▸ **Assignment**
Every line of the records below that has the word "lines" should be copied.

________________

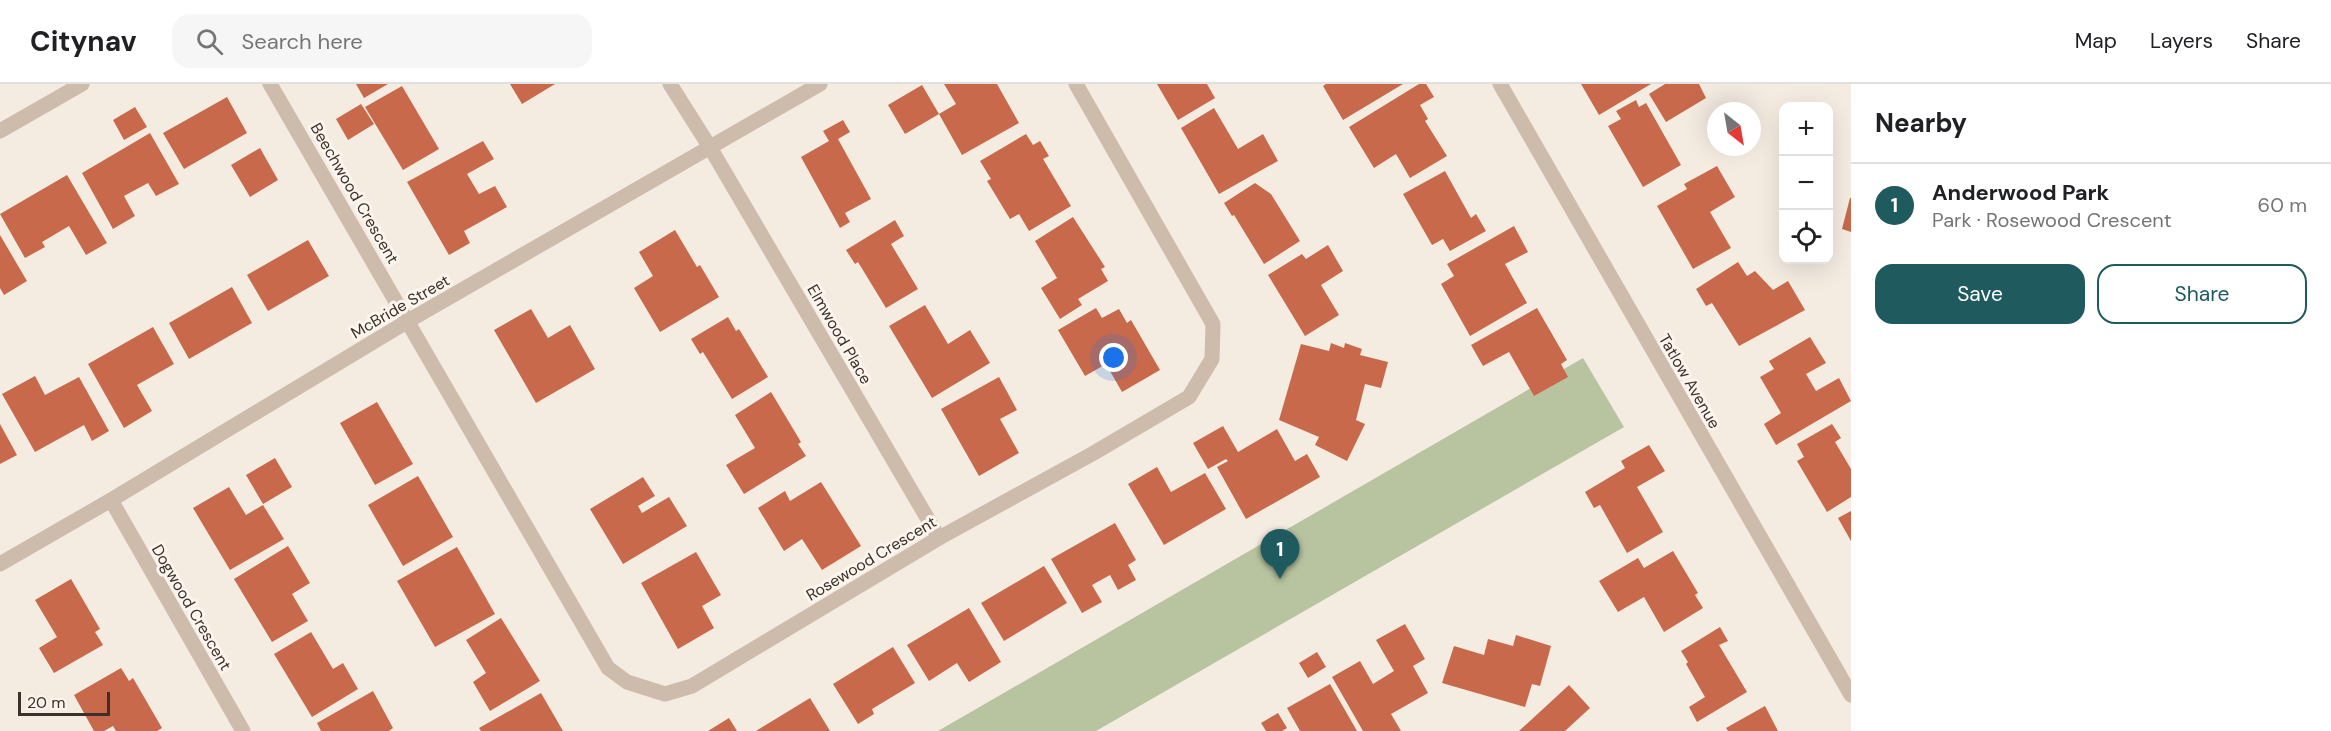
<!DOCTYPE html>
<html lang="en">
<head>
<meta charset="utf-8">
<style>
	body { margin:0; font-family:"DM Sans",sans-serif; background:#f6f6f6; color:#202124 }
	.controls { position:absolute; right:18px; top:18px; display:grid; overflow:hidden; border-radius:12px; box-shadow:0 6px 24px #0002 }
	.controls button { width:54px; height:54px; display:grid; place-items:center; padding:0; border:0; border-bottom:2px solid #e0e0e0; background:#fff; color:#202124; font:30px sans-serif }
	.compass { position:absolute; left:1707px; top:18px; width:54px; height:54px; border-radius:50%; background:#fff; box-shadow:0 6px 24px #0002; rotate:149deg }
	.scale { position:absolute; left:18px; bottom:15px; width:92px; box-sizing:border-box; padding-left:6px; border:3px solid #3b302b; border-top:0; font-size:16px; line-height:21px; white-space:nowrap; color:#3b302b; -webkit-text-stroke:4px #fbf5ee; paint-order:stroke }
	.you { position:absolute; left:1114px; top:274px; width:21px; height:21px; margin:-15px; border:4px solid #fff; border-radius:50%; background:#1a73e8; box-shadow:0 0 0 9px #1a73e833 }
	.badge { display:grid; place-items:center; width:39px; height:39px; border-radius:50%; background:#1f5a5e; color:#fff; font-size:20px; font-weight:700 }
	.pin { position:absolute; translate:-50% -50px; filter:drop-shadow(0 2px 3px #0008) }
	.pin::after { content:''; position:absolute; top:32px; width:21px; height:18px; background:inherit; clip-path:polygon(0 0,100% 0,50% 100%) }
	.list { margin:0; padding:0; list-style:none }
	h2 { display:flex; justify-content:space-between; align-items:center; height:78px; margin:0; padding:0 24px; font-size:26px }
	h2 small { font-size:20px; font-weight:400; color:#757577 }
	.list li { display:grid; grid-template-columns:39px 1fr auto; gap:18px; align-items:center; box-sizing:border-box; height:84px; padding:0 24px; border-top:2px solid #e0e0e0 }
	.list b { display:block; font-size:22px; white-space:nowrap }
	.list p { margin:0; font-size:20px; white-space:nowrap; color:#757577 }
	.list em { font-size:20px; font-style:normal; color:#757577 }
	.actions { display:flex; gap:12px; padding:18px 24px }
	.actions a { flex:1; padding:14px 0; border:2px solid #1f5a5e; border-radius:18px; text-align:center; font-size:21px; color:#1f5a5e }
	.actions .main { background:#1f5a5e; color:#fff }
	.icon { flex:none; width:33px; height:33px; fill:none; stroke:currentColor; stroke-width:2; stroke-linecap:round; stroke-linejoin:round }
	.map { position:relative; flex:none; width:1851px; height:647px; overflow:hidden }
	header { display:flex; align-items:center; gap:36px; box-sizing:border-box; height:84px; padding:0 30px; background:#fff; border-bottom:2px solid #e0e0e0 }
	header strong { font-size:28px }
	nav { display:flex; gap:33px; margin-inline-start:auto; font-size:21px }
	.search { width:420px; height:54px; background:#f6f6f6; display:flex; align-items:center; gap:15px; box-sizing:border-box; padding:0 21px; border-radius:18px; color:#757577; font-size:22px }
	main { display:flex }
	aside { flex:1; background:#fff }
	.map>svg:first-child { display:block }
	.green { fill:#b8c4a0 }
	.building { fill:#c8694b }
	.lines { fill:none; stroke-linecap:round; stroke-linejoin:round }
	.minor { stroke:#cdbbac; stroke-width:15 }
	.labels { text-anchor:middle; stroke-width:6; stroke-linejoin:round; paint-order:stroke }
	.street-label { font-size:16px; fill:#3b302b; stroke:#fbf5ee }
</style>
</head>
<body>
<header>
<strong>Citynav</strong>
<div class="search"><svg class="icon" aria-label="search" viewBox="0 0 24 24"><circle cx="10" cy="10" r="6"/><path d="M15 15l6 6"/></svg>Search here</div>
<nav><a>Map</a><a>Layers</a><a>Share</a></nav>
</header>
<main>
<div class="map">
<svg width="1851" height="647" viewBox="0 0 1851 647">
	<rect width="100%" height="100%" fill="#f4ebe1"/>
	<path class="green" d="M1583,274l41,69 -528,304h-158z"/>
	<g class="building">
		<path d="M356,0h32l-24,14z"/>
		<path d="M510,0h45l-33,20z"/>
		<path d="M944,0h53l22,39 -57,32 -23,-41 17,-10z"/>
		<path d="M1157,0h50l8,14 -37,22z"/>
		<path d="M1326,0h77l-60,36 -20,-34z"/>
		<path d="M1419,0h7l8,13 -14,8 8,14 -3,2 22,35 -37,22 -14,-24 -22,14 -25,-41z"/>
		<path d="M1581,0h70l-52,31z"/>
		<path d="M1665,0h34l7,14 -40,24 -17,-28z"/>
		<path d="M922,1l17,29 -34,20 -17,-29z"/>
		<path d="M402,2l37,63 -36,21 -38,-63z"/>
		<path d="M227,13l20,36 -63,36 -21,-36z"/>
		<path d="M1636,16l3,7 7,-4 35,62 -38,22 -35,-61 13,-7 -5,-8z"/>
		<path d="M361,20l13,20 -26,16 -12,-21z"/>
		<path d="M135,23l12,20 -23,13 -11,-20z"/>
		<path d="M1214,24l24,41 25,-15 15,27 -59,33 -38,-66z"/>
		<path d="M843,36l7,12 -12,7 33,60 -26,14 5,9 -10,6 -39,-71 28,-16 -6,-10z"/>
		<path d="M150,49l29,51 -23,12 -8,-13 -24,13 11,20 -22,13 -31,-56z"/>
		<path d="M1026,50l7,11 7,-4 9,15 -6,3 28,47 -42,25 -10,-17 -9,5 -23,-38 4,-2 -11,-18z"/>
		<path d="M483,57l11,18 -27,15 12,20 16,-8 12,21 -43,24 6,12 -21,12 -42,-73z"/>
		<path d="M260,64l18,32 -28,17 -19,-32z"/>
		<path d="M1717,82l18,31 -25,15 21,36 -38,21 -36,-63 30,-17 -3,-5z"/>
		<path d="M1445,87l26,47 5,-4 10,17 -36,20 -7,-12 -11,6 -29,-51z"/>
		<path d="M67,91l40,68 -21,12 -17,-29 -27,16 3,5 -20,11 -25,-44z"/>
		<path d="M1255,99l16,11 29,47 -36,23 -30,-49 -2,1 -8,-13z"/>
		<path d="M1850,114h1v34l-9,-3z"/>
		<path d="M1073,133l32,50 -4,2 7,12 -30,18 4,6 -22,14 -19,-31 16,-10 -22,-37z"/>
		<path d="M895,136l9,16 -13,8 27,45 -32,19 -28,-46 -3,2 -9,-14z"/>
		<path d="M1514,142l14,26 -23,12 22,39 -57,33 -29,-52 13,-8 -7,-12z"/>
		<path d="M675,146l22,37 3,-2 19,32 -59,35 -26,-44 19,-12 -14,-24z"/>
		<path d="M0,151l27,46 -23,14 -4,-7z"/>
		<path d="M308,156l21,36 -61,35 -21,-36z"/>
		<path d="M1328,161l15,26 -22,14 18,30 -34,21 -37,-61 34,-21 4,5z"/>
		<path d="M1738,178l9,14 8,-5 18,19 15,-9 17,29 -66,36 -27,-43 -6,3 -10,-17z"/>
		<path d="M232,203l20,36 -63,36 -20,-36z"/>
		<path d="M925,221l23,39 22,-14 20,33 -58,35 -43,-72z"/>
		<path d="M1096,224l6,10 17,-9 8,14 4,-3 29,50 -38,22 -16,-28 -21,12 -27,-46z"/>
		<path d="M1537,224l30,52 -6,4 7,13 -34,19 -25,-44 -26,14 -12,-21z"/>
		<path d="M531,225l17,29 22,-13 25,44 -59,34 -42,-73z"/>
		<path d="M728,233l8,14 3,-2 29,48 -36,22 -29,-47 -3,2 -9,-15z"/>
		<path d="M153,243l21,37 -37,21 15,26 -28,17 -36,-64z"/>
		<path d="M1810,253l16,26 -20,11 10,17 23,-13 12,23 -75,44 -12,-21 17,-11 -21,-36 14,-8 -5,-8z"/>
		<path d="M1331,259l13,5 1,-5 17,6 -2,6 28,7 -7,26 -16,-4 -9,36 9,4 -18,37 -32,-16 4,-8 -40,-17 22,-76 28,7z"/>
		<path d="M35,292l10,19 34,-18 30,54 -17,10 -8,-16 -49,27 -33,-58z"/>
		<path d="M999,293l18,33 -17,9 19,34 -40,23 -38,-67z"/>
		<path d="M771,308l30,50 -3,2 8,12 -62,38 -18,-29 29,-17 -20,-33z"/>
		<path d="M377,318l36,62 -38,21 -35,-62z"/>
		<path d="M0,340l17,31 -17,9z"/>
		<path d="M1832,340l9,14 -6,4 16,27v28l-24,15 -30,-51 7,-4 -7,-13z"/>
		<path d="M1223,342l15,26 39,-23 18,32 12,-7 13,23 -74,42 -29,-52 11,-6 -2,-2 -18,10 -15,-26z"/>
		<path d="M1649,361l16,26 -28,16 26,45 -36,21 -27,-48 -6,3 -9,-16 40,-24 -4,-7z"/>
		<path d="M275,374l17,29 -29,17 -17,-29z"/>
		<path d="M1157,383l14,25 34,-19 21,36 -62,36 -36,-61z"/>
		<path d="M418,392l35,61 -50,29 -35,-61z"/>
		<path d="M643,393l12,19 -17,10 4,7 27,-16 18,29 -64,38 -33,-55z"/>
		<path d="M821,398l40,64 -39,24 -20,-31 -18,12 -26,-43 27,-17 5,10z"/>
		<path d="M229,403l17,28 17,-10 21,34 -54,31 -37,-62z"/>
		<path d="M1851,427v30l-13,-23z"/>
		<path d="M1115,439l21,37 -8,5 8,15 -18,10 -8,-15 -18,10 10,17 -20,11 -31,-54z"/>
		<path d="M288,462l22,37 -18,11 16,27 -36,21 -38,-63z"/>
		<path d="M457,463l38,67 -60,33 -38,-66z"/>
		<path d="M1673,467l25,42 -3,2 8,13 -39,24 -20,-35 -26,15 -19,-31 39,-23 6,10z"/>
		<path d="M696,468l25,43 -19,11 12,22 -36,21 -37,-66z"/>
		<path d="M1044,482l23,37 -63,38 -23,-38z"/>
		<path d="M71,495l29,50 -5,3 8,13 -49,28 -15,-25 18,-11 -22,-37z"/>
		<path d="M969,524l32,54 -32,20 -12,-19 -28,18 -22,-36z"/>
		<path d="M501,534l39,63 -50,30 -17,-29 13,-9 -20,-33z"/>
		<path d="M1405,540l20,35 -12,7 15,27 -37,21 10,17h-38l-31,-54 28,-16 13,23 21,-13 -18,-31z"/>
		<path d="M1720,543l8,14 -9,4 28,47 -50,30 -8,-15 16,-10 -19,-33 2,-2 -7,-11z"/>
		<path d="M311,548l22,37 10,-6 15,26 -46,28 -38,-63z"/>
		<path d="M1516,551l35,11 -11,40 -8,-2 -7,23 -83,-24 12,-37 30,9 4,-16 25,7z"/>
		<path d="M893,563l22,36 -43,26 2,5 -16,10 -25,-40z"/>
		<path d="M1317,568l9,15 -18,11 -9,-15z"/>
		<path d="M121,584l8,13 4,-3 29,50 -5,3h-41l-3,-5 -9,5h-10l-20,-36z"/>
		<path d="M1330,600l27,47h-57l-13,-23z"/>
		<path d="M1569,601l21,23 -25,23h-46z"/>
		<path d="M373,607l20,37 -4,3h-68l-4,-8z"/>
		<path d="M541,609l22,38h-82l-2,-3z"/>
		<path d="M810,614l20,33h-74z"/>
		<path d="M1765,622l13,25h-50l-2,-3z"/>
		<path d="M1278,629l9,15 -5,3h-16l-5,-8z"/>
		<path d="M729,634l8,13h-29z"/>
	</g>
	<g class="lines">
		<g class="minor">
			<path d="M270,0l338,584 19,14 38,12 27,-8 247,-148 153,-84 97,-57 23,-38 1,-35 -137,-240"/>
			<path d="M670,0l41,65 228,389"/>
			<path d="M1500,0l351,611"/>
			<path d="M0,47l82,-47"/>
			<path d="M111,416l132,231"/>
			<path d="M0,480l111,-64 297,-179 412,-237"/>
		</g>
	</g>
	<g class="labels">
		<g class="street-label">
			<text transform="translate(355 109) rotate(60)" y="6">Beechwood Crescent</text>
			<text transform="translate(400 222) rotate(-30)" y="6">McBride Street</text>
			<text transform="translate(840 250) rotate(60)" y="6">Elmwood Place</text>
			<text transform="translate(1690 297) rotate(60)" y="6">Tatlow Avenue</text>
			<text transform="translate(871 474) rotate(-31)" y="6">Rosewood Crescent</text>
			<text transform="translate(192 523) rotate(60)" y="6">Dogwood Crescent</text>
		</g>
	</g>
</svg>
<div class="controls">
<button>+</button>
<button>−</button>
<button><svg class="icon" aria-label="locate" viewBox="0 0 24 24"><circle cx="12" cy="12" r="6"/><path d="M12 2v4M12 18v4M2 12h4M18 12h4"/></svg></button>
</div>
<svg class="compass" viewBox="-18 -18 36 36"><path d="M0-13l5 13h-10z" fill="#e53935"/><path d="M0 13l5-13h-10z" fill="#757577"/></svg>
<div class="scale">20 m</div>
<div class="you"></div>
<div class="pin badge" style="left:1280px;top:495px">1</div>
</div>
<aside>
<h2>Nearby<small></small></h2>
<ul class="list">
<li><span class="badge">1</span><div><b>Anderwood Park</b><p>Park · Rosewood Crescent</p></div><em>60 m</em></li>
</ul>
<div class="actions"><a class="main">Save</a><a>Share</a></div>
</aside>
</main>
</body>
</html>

________________

▸ **Response area**
	.lines { fill:none; stroke-linecap:round; stroke-linejoin:round }
	<g class="lines">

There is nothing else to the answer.